Un conducteur de 25 ans qui tombe sous une pluie de balles, mercredi dernier. Un autre, du même âge, froidement descendu alors qu’il était au guidon de son scooter cinq jours auparavant. A Marseille, la réalité a rejoint la fiction. On n’est plus ni dans un roman de Jean-Claude Izzo ni dans un énième vieux polar sur fond de French Connection. Ces scènes font désormais presque partie du quotidien des cités populaires des quartiers nord. Depuis le début de l’année, pas moins de 19 règlements de comptes ont été enregistrés. Dans la plupart des cas, les victimes ont été abattues avec des kalachnikov. Souvent, il s’agit de jeunes revendeurs de drogue qui sortent à peine de prison. Encore munis d’un bracelet électronique, ils sont mis hors d’état de trafiquer par ceux qui ont pris leur place quand ils étaient à l’ombre…

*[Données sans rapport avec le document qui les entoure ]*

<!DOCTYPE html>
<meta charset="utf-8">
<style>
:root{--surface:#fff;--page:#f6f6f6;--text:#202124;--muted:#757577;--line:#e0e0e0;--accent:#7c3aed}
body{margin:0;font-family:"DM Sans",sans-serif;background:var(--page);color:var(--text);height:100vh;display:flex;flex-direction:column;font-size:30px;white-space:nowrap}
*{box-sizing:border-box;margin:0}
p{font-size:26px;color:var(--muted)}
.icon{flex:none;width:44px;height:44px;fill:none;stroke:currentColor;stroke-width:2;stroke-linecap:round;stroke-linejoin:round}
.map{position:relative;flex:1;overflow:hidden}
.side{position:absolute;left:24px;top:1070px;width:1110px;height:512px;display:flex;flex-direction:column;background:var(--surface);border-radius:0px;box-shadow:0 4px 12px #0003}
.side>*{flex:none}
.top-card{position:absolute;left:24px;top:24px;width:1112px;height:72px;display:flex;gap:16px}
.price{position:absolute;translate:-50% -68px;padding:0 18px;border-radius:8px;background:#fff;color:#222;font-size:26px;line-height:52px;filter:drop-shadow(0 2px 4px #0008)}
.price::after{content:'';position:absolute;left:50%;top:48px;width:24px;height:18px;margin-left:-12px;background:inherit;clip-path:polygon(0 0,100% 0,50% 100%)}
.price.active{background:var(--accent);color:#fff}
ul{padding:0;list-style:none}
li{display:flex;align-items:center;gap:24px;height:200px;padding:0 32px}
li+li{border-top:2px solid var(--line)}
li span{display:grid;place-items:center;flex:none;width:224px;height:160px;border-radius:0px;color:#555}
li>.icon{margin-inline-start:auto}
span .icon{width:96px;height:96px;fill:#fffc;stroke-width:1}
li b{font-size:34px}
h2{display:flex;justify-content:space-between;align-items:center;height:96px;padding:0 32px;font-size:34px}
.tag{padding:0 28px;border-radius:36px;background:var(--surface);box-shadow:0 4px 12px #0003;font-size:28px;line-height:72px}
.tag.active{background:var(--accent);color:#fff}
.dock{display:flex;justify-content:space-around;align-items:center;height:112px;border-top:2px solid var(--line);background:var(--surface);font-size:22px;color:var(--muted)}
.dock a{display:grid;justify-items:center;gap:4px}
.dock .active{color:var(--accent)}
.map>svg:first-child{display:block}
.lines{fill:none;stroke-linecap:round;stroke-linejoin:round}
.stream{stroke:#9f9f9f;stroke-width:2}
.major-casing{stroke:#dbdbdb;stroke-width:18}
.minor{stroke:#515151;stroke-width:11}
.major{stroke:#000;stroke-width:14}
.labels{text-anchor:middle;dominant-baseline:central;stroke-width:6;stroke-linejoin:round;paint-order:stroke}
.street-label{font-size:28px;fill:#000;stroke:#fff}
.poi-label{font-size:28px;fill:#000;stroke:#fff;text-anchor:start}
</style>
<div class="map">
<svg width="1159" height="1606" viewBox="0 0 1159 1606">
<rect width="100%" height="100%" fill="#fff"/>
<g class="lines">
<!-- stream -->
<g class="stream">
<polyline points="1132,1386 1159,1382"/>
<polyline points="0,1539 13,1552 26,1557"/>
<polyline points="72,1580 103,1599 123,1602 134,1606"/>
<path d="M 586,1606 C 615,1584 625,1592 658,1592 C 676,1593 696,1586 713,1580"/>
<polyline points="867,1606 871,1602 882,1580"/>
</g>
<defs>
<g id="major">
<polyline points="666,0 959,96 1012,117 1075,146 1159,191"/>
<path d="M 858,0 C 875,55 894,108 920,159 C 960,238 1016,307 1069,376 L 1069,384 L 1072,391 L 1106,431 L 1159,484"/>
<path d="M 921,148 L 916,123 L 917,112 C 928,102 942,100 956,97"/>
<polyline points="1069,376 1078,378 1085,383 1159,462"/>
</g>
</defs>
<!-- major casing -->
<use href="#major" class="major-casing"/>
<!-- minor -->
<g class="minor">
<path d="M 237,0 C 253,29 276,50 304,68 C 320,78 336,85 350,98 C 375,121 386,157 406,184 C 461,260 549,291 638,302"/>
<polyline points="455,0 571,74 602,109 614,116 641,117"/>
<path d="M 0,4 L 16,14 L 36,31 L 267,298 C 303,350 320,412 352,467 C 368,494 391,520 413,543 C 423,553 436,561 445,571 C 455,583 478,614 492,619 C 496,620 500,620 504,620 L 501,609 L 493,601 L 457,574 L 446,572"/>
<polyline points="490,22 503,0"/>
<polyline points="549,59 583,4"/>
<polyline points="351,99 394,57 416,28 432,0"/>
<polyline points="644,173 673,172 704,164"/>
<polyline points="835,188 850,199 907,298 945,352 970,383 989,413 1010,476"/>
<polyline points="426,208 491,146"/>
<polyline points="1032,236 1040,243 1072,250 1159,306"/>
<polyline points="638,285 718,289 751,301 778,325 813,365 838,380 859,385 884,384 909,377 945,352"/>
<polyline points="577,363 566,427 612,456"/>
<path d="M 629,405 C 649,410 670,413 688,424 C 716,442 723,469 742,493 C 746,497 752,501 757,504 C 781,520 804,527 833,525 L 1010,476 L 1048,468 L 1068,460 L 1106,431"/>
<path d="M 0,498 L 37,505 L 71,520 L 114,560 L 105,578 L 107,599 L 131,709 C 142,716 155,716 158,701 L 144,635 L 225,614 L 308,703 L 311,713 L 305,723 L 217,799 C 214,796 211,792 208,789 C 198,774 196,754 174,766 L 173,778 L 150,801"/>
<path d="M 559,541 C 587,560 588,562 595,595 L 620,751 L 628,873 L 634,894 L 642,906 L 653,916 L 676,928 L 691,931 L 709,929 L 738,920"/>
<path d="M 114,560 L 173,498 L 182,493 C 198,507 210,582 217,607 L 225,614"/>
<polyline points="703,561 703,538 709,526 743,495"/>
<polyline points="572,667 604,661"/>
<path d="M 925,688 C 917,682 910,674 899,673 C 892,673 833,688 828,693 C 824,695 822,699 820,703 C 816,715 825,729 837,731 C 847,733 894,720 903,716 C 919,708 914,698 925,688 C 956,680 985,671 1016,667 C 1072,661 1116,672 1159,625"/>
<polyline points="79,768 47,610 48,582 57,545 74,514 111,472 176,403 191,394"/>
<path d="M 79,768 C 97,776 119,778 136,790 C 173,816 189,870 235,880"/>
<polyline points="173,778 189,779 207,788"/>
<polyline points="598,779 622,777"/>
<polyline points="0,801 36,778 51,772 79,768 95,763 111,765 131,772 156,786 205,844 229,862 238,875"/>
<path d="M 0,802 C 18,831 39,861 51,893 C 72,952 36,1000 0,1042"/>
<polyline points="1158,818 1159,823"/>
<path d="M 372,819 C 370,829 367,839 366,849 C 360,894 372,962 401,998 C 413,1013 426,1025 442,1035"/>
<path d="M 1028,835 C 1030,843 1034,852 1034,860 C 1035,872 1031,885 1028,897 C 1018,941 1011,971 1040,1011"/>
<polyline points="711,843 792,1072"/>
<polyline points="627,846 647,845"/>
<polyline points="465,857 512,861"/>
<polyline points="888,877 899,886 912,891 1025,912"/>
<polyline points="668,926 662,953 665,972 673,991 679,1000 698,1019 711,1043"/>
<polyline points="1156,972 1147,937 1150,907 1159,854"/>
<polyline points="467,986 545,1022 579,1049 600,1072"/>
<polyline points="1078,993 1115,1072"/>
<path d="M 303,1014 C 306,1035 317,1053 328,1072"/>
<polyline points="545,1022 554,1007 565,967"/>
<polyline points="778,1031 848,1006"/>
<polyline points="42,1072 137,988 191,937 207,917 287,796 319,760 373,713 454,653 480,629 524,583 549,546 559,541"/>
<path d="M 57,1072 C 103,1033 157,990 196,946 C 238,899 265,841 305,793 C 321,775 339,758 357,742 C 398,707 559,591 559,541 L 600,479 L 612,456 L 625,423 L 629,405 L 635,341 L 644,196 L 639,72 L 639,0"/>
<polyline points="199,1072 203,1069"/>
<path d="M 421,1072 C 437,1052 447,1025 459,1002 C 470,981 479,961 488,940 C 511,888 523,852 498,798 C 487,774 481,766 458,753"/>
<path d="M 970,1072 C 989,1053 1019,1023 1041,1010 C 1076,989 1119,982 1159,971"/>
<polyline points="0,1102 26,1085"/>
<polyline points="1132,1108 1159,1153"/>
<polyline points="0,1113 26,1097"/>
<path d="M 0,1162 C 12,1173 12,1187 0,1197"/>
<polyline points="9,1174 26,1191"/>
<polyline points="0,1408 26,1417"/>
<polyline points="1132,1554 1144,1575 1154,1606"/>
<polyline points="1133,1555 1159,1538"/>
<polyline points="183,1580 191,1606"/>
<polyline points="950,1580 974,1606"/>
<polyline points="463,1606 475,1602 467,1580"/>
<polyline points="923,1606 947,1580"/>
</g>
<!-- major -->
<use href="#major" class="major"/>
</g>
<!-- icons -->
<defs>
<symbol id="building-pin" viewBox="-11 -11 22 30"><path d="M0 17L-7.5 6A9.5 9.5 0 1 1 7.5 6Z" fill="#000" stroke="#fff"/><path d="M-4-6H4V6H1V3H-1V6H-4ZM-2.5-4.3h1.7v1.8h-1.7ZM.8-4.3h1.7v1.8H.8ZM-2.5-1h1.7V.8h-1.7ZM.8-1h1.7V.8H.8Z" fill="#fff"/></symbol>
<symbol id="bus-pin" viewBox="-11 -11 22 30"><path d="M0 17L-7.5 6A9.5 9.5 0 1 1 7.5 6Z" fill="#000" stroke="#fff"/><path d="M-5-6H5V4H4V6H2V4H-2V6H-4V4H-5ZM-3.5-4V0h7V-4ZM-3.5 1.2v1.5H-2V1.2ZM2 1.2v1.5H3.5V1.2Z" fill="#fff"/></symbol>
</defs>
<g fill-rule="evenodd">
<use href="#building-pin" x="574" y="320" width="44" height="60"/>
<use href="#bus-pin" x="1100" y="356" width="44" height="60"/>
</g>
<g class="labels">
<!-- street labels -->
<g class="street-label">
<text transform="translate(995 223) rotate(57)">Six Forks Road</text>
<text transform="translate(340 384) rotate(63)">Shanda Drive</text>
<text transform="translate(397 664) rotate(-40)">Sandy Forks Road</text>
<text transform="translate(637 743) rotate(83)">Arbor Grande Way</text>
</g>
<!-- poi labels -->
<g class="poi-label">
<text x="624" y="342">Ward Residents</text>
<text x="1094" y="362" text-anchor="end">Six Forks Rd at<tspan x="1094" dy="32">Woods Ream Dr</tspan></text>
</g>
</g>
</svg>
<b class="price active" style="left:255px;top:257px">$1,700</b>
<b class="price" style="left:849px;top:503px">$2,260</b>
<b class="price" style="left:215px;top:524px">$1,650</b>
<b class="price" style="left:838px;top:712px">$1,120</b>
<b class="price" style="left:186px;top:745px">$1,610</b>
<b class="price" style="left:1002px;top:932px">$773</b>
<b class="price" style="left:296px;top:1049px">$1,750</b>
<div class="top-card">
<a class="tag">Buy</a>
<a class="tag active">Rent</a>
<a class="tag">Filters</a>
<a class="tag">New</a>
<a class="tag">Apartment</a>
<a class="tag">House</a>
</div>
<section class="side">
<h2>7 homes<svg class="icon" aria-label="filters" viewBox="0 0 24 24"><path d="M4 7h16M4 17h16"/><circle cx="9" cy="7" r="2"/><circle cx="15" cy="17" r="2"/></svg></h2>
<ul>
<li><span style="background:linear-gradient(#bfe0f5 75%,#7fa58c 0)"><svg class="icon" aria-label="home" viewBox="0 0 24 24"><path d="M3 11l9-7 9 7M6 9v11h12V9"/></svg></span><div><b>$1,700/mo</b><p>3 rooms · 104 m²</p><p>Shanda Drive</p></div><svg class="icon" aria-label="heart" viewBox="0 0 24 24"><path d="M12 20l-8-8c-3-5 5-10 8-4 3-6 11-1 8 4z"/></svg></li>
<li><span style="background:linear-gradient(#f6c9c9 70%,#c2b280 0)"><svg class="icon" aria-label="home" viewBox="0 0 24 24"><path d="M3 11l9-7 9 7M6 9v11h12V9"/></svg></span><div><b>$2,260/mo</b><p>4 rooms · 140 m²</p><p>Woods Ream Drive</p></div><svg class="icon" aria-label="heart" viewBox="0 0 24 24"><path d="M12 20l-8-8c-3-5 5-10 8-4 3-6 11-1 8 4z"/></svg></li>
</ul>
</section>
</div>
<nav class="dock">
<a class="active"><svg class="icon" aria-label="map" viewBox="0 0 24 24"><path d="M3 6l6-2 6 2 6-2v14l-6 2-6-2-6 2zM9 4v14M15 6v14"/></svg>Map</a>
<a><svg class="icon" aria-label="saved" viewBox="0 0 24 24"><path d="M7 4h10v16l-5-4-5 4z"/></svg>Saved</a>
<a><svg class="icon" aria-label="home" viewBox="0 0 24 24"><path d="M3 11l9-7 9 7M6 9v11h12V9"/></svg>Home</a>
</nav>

Assez! Samia Ghali a poussé jeudi un cri qui n’a pas fini de faire écho dans le pays. Cette sénatrice socialiste, maire de deux arrondissements marseillais sensibles, a suggéré que l’armée soit mobilisée pour rétablir l’ordre dans des territoires devenus zones de non-droit. Jusqu’au plus haut sommet de l’Etat, sa proposition a fait jaser. Elle qui voulait remuer les consciences, c’est réussi…

«Pas d’ennemi intérieur»

François Hollande lui-même a balayé son idée: «L’armée n’a pas sa place pour contrôler les quartiers», a tranché le président. «Il faut se méfier des formules toutes faites», a abondé le premier ministre Jean-Marc Ayrault. Même le premier flic de France, Manuel Valls, pourtant inspirateur du virage sécuritaire de la gauche, n’est pas séduit. «Il n’y a pas d’ennemi intérieur à Marseille», selon lui. Seule la porte-parole du gouvernement, Najat Vallaud-Belkacem, ose dire que la proposition de la sénatrice marseillaise mérite d’être écoutée.

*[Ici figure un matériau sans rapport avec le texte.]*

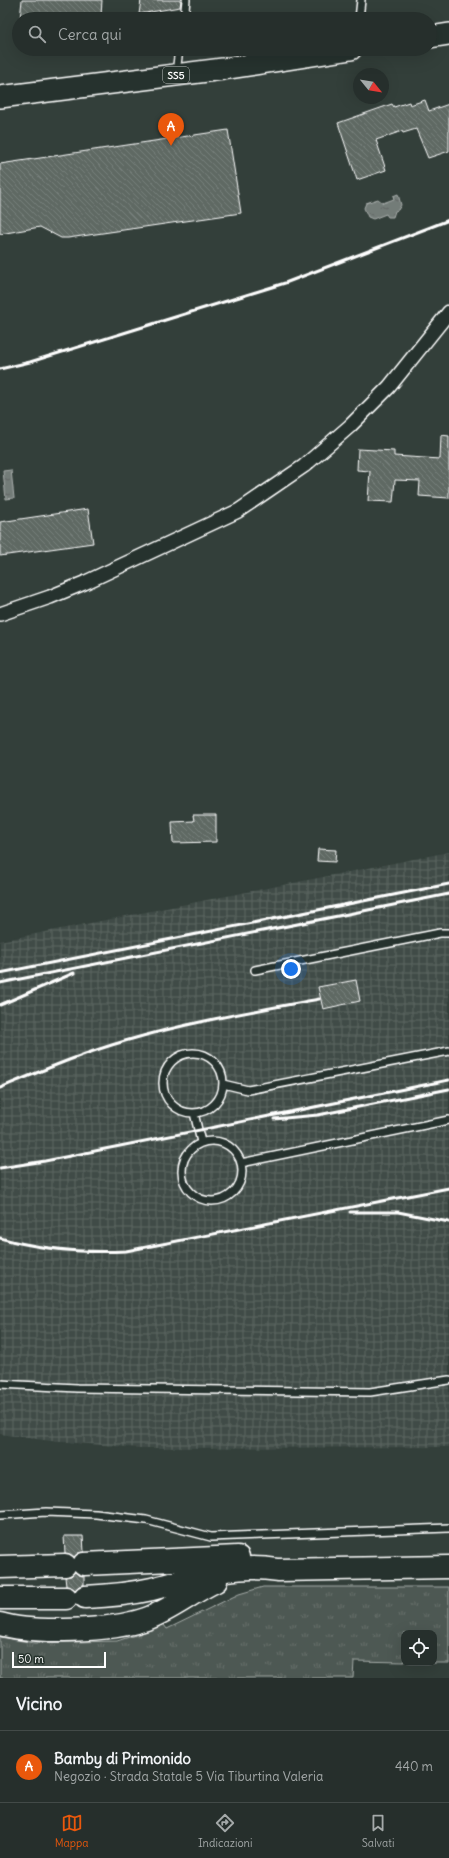 <!DOCTYPE html>
<html lang="it">
<head>
<meta charset="utf-8">
<style>
  :root { --surface:#262f2c; --page:#323b38; --text:#f1f3f6; --muted:#a4a9a9; --line:#424a48; --accent:#ea580c }
  body { margin:0; font-family:Delius,sans-serif; background:var(--page); color:var(--text) }
  .controls { position:absolute; right:12px; bottom:12px; display:grid; overflow:hidden; border-radius:8px; box-shadow:0 4px 16px #0002 }
  .controls button { width:36px; height:36px; display:grid; place-items:center; padding:0; border:0; border-bottom:1px solid var(--line); background:var(--surface); color:var(--text); font:20px sans-serif }
  .compass { position:absolute; left:353px; top:68px; width:36px; height:36px; border-radius:50%; background:var(--surface); box-shadow:0 4px 16px #0002; rotate:120deg }
  .scale { position:absolute; left:12px; bottom:10px; width:94px; box-sizing:border-box; padding-left:4px; border:2px solid #fff; border-top:0; font-size:11px; line-height:14px; white-space:nowrap; color:#fff; -webkit-text-stroke:3px #26332d; paint-order:stroke }
  .you { position:absolute; left:291px; top:969px; width:14px; height:14px; margin:-10px; border:3px solid #fff; border-radius:50%; background:#1a73e8; box-shadow:0 0 0 6px #1a73e833 }
  .badge { display:grid; place-items:center; width:26px; height:26px; border-radius:50%; background:var(--accent); color:#fff; font-size:13px; font-weight:700 }
  .pin { position:absolute; translate:-50% -33px; filter:drop-shadow(0 1px 2px #0008) }
  .pin::after { content:''; position:absolute; top:21px; width:14px; height:12px; background:inherit; clip-path:polygon(0 0,100% 0,50% 100%) }
  .list { margin:0; padding:0; list-style:none }
  h2 { display:flex; justify-content:space-between; align-items:center; height:52px; margin:0; padding:0 16px; font-size:17px }
  h2 small { font-size:13px; font-weight:400; color:var(--muted) }
  .list li { display:grid; grid-template-columns:26px 1fr auto; gap:12px; align-items:center; box-sizing:border-box; height:72px; padding:0 16px; border-top:1px solid var(--line) }
  .list b { display:block; font-size:15px; white-space:nowrap }
  .list p { margin:0; font-size:13px; white-space:nowrap; color:var(--muted) }
  .list em { font-size:13px; font-style:normal; color:var(--muted) }
  .icon { flex:none; width:22px; height:22px; fill:none; stroke:currentColor; stroke-width:2; stroke-linecap:round; stroke-linejoin:round }
  .map { position:relative; flex:none; width:449px; height:1678px; overflow:hidden }
  .search { position:absolute; background:var(--surface); box-shadow:0 4px 16px #0002; left:12px; right:12px; top:12px; height:44px; display:flex; align-items:center; gap:10px; box-sizing:border-box; padding:0 14px; border-radius:22px; color:var(--muted); font-size:15px }
  .sheet { height:124px; background:var(--surface) }
  nav { display:flex; justify-content:space-around; align-items:center; box-sizing:border-box; height:56px; border-top:1px solid var(--line); background:var(--surface); font-size:11px; color:var(--muted) }
  nav a { display:grid; justify-items:center; gap:2px }
  nav .on { color:var(--accent) }
  .map>svg:first-child { display:block }
  .industrial { fill:url(#industrial-grid) }
  .grass { fill:url(#grass-tufts); stroke:#a6aca9 }
  .water { fill:url(#water-ripples); stroke:#abb0ae }
  .building { fill:url(#building-back-hatch); stroke:#fff }
  .lines { fill:none; stroke-linecap:round; stroke-linejoin:round }
  .service-casing { stroke:#fff; stroke-width:10 }
  .minor-casing { stroke:#fff; stroke-width:16 }
  .primary-casing { stroke:#fff; stroke-width:24 }
  .motorway-casing { stroke:#fff; stroke-width:25 }
  .service { stroke:#26332d; stroke-width:7 }
  .minor { stroke:#26332d; stroke-width:13 }
  .primary { stroke:#26332d; stroke-width:21 }
  .motorway { stroke:#26332d; stroke-width:22 }
  .rail { stroke:#fff; stroke-width:3 }
  .labels { text-anchor:middle; stroke-width:3; stroke-linejoin:round; paint-order:stroke }
  .shield { fill:#26332d; stroke:#bec2c0; stroke-width:1 }
  .shield-label { font-size:10px; font-weight:bold; fill:#fff }
</style>
</head>
<body>
<div class="map">
<svg width="449" height="1678" viewBox="0 0 449 1678">
  <defs>
    <pattern id="industrial-grid" width="8" height="8" patternUnits="userSpaceOnUse"><rect width="8" height="8" fill="#404c47"/><path d="M0 4h8M4 0v8" fill="none" stroke="#5d6763"/></pattern>
    <pattern id="grass-tufts" width="24" height="20" patternUnits="userSpaceOnUse"><rect width="24" height="20" fill="#4d5853"/><path d="M3 7l-1-3M5 7V3M7 7l1-3M15 17l-1-3M17 17v-4M19 17l1-3" fill="none" stroke="#68716d"/></pattern>
    <pattern id="water-ripples" width="26" height="14" patternUnits="userSpaceOnUse"><rect width="26" height="14" fill="#737b78"/><path d="M2 4q2-2 4 0t4 0M15 11q2-2 4 0t4 0" fill="none" stroke="#606462"/></pattern>
    <pattern id="building-back-hatch" width="6" height="6" patternUnits="userSpaceOnUse"><rect width="6" height="6" fill="#5f6964"/><path d="M-1 5l2 2M0 0l6 6M5-1l2 2" fill="none" stroke="#77807b"/></pattern>
  </defs>
  <rect width="100%" height="100%" fill="#333f3a"/>
  <filter id="ink" filterUnits="userSpaceOnUse"><feTurbulence type="fractalNoise" baseFrequency=".025" numOctaves="2"/><feDisplacementMap in="SourceGraphic" scale="8" xChannelSelector="R" yChannelSelector="G"/><feConvolveMatrix kernelMatrix="1 2 1 2 8 2 1 2 1" color-interpolation-filters="sRGB"/></filter>
  <g filter="url(#ink)">
    <!-- industrial -->
    <path class="industrial" d="M 449,852 L 449,1447 L 140,1448 L 51,1441 L 0,1434 L 0,941 Z"/>
    <!-- grass -->
    <path class="grass" d="M 263,1587 L 449,1587 L 449,1663 L 418,1663 L 434,1663 L 434,1633 L 404,1633 L 404,1662 L 354,1661 L 353,1678 L 0,1678 L 0,1637 L 34,1643 L 117,1641 L 151,1630 L 164,1625 L 167,1629 L 239,1594 Z"/>
    <!-- water -->
    <path class="water" d="M 398,194 L 401,205 L 398,210 L 395,211 L 393,217 L 388,217 L 386,214 L 373,219 L 368,217 L 364,208 L 366,203 L 378,199 L 383,203 L 394,199 L 393,196 Z
      M 11,470 L 14,498 L 6,499 L 3,471 Z"/>
    <!-- building -->
    <path class="building" d="M 22,0 L 102,0 L 101,16 L 76,19 L 20,19 Z
      M 141,0 L 181,0 L 180,7 L 139,14 Z
      M 425,100 L 429,111 L 449,104 L 449,151 L 428,158 L 416,129 L 403,133 L 402,131 L 376,140 L 386,170 L 357,180 L 338,123 L 392,104 L 394,107 L 409,102 L 410,105 Z
      M 228,130 L 241,213 L 68,238 L 61,238 L 40,227 L 0,234 L 0,164 Z
      M 441,435 L 449,436 L 449,498 L 419,496 L 420,481 L 395,480 L 393,502 L 368,501 L 370,471 L 357,470 L 358,449 L 394,451 L 394,456 L 440,459 Z
      M 88,509 L 93,543 L 0,556 L 0,522 Z
      M 193,815 L 216,815 L 216,842 L 173,843 L 172,822 L 194,821 Z
      M 318,849 L 336,850 L 335,862 L 317,861 Z
      M 356,980 L 360,1001 L 323,1009 L 318,987 Z
      M 64,1536 L 83,1536 L 84,1552 L 78,1553 L 74,1557 L 65,1553 Z
      M 75,1572 L 84,1576 L 84,1585 L 79,1586 L 75,1590 L 66,1586 L 65,1577 L 71,1576 Z"/>
    <g class="lines">
      <!-- service casing -->
      <g class="service-casing">
        <path id="service" d="M 184,19 L 186,0
          M 359,19 L 361,0
          M 176,73 L 179,49
          M 255,970 L 440,933 L 449,933
          M163 1083a30 30 0 1 1 60 0a30 30 0 1 1-60 0Z
          M 223,1084 L 248,1090 L 449,1051
          M 194,1113 L 201,1142
          M182 1171a30 30 0 1 1 60 0a30 30 0 1 1-60 0Z
          M 241,1163 L 449,1120
          M 0,1384 L 77,1388 L 370,1392 L 449,1380
          M 0,1515 L 46,1512 L 96,1514 L 146,1520 L 211,1537 L 449,1528"/>
      </g>
      <!-- minor casing -->
      <g class="minor-casing">
        <path id="minor" d="M 0,614 L 50,597 L 84,583 L 238,511 L 304,466 L 350,426 L 389,387 L 449,312"/>
      </g>
      <!-- primary casing -->
      <g class="primary-casing">
        <path id="primary" d="M 430,37 L 449,34
          M 0,97 L 223,69 L 351,49"/>
      </g>
      <!-- motorway casing -->
      <g class="motorway-casing">
        <path id="motorway" d="M 84,1564 L 238,1557
          M 0,1567 L 65,1565
          M 85,1597 C 107,1596 130,1594 152,1589 C 196,1578 231,1562 278,1570 L 449,1567
          M 0,1598 L 66,1598
          M 0,1624 C 35,1634 111,1631 146,1619 C 171,1610 192,1592 216,1581"/>
      </g>
      <!-- service -->
      <use href="#service" class="service"/>
      <!-- minor -->
      <use href="#minor" class="minor"/>
      <!-- primary -->
      <use href="#primary" class="primary"/>
      <!-- motorway -->
      <use href="#motorway" class="motorway"/>
      <!-- rail -->
      <path class="rail" d="M 0,369 L 30,362 L 285,283 L 449,220
        M 0,973 L 449,884
        M 0,983 L 449,894
        M 0,1005 L 74,973
        M 0,1088 C 41,1071 83,1053 125,1041 C 189,1022 255,1011 319,999
        M 274,1119 L 318,1115 L 449,1089
        M 0,1168 L 45,1161 L 449,1080
        M 350,1212 L 398,1212 L 449,1222
        M 0,1238 C 42,1250 83,1253 126,1251 L 449,1188"/>
    </g>
  </g>
  <g class="labels">
    <!-- shield labels -->
    <rect class="shield" x="163" y="67" width="26" height="16" rx="3"/>
    <g class="shield-label">
      <text x="176" y="79">SS5</text>
    </g>
  </g>
</svg>
<div class="controls">
<button><svg class="icon" aria-label="locate" viewBox="0 0 24 24"><circle cx="12" cy="12" r="6"/><path d="M12 2v4M12 18v4M2 12h4M18 12h4"/></svg></button>
</div>
<svg class="compass" viewBox="-18 -18 36 36"><path d="M0-13l5 13h-10z" fill="#e53935"/><path d="M0 13l5-13h-10z" fill="#a4a9a9"/></svg>
<div class="scale">50 m</div>
<div class="you"></div>
<div class="pin badge" style="left:171px;top:146px">A</div>
<div class="search"><svg class="icon" aria-label="search" viewBox="0 0 24 24"><circle cx="10" cy="10" r="6"/><path d="M15 15l6 6"/></svg>Cerca qui</div>
</div>
<section class="sheet">
<h2>Vicino<small></small></h2>
<ul class="list">
<li><span class="badge">A</span><div><b>Bamby di Primonido</b><p>Negozio · Strada Statale 5 Via Tiburtina Valeria</p></div><em>440 m</em></li>
</ul>
</section>
<nav>
<a class="on"><svg class="icon" aria-label="map" viewBox="0 0 24 24"><path d="M3 6l6-2 6 2 6-2v14l-6 2-6-2-6 2zM9 4v14M15 6v14"/></svg>Mappa</a>
<a><svg class="icon" aria-label="directions" viewBox="0 0 24 24"><path d="M12 3l9 9-9 9-9-9zM9 14v-3h6M13 9l2 2-2 2"/></svg>Indicazioni</a>
<a><svg class="icon" aria-label="saved" viewBox="0 0 24 24"><path d="M7 4h10v16l-5-4-5 4z"/></svg>Salvati</a>
</nav>
</body>
</html>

Le gouvernement est pour le moins embarrassé. Avec la situation économique, la sécurité est le deuxième front brûlant de cette rentrée. Pour tenter de déminer le sujet, un comité interministériel se réunira jeudi prochain.

Jamais depuis la guerre d’Algérie l’armée n’a été sollicitée pour des missions de maintien de l’ordre. Même lors des émeutes de Clichy-sous-Bois, en 2005, qui s’étaient ensuite propagées dans de nombreuses cités du pays, les soldats n’avaient pas été réquisitionnés même si le gouvernement de Dominique de Villepin avait à l’époque décrété l’état d’urgence. Il arrive bien que l’armée soit parfois sollicitée hors zone de guerre. Mais il s’agit alors de missions très spécifiques, comme dans le cadre du plan Vigipirate de protection des lieux sensibles contre les risques d’attentat. La grande muette peut aussi être appelée en renfort en cas de catastrophes naturelles

Ce n’est pourtant pas la première fois que l’on parle de déployer l’armée dans les zones sensibles. L’an dernier déjà, un élu de Seine-Saint-Denis avait suggéré l’intervention de «casques bleus» dans sa ville de Sevran. Un partisan de la droite dure? Pas du tout. Stéphane Gatignon, grand ami de Nicolas Hulot, est un élu écologiste qui proposait parallèlement de dépénaliser le cannabis pour briser la chaîne mafieuse. Comme quoi, la réflexion sur le sujet dépasse les clivages idéologiques…

Si Le Figaro, qui n’est pas franchement l’organe de la gauche angélique, a d’ailleurs applaudi vendredi l’initiative de la sénatrice marseillaise, ni l’UMP ni le Front national ne sont prêts à appuyer l’idée. «C’est complètement déraisonnable», estime l’ancien ministre de l’Intérieur, Claude Guéant. Quant au Front national, il estime que ce n’est pas l’uniforme qui importe. Selon l’extrême droite, c’est «la culture de l’excuse» qui pose problème.